I'm thankful for Derbshire's recognizing that the bizarre and paradoxical "culture of life" crowd was prepared to sacrifice Michael Schiavo on the nearest alter of burnt offerings, willing to bring death to promote "life". I'm glad someone is finally pointing out the bullying incongruence of the RTL's agenda. And he didn't even mention how RTL's want to end abortion while also outlawing contraception.
As I suggested to Barbara O'Brien, guest posting at Glenn Greenwald's pad, the conservative movement practices an extreme but highly recognizable and decipherable form of psychological projection:
Seems like a classic case of projection to me.
Conservatives celebrate death but accuse of liberals of being the party of death.
Conservatives proclaim a dedication to small government and express contempt for liberal do-gooders but paradoxically defend a power-grabbing presidency and complain that the culture is too crude.
Conservatives complain that Christianity is given short thrift in the "public square" and that liberals are out to destroy it, but by their words and actions, don't appear to even be aware of their religion's basic tenets, spirit and Biblical foundation.
I might have added how peculiar it is to be lectured about the depravity and crudeness of our culture and our supposed moral relativism by a crowd that would allow Ann Coulter to represent them and that as far as I can see practices a form of moral relativism itself in that the only morals it appears to willing to defend, and the only actions it appears willing to justify are those used in the service of advancing a narrow version of America's self-interest.
A few glances at right-wing responses to Abu Graib and the latest reports from Haditha should be enough to demonstrate that the right, or at least a sizable class of it, has no morals whatsoever. The only morals it holds dear are those associated with its fantasies of American exceptionalism and world dominion.
Moreover, the "war-right" and the RTL crowds are not only fellow travelers in the bitter, alternative universe that is American conservativism, they are often and usually the exact same people.

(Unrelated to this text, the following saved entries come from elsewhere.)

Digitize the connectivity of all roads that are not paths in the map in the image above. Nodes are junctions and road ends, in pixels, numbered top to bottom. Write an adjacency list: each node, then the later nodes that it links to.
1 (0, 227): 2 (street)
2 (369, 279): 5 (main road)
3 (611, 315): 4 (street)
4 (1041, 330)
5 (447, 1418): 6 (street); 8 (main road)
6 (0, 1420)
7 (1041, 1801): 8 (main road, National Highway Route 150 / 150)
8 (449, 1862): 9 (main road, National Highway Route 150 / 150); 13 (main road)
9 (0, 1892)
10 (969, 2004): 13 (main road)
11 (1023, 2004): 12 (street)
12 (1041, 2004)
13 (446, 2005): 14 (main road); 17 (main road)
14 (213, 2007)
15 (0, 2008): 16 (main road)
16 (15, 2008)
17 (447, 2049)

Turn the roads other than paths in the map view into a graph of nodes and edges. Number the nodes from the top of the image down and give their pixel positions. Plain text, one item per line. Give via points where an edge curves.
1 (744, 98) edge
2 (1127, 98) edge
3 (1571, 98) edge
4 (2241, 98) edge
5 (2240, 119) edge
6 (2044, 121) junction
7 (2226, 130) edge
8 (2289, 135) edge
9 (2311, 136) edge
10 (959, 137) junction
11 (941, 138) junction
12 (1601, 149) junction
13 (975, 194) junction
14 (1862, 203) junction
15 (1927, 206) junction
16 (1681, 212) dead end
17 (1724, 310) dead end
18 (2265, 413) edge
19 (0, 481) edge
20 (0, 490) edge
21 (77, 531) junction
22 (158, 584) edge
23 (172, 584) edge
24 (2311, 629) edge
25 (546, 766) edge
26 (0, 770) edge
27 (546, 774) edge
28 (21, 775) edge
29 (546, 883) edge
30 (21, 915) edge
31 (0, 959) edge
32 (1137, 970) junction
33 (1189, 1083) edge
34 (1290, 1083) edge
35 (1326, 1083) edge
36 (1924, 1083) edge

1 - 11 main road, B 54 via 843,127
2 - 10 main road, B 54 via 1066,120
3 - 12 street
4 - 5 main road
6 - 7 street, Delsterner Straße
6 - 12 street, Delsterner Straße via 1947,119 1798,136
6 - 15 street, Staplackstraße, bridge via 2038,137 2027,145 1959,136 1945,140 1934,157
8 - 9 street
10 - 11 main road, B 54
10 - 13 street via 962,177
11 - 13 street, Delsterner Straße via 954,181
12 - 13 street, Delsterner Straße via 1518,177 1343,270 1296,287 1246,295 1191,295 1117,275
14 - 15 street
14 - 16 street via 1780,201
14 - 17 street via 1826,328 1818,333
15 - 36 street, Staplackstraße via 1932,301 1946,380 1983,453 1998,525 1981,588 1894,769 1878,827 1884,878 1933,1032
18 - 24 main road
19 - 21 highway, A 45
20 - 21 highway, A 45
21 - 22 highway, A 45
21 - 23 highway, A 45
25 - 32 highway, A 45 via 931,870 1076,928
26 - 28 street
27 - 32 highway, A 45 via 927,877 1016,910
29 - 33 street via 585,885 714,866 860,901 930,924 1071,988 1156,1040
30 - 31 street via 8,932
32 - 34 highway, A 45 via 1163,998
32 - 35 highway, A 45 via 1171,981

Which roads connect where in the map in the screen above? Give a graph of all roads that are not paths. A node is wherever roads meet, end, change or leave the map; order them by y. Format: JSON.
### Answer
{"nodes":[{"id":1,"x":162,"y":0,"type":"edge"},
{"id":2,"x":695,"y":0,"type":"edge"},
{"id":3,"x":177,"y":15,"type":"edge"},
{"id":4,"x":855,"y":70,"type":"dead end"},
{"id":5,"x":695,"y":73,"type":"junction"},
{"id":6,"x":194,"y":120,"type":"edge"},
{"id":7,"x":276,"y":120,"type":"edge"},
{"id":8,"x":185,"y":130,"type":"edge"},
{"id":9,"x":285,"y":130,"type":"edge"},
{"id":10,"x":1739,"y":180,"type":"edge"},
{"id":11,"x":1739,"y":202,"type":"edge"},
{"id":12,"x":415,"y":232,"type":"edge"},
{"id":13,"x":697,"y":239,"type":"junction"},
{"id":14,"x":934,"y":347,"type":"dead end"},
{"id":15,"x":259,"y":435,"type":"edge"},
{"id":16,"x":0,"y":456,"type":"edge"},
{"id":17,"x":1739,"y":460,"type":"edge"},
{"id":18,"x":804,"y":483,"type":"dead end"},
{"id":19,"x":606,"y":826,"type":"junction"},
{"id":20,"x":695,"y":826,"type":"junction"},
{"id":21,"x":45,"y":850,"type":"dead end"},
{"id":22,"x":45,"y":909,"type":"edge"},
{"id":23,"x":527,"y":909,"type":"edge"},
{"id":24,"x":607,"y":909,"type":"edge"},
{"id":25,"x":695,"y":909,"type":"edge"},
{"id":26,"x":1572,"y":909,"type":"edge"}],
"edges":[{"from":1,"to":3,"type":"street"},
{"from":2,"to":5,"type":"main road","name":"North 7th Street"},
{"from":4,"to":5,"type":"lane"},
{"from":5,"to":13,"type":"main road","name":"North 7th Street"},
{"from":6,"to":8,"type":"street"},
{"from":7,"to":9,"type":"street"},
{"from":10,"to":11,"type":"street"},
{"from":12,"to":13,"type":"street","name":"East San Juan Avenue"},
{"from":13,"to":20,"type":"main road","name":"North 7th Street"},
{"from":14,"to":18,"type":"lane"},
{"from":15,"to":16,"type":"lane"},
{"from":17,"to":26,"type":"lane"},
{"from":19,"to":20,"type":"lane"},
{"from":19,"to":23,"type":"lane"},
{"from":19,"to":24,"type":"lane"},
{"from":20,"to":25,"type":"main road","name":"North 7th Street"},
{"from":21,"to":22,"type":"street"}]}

The result is a weird mix of anachronistic, selectively chosen, biblically-based moralizing with an unhealthy dose of fascist privacy invading and nationalist tendencies, all of which serves to produce as Derbyshire notes, A Frigid and Pitiless Dogma, ready to sacrifice individual rights for those of an embryo while celebrating the deaths of people like Rachel Corrie and David Rosenbaum, not to mention willing and eager for others to make Iraq a desolate, wasteland of broken lives and burned bodies so that their country might achieve its glorious destiny.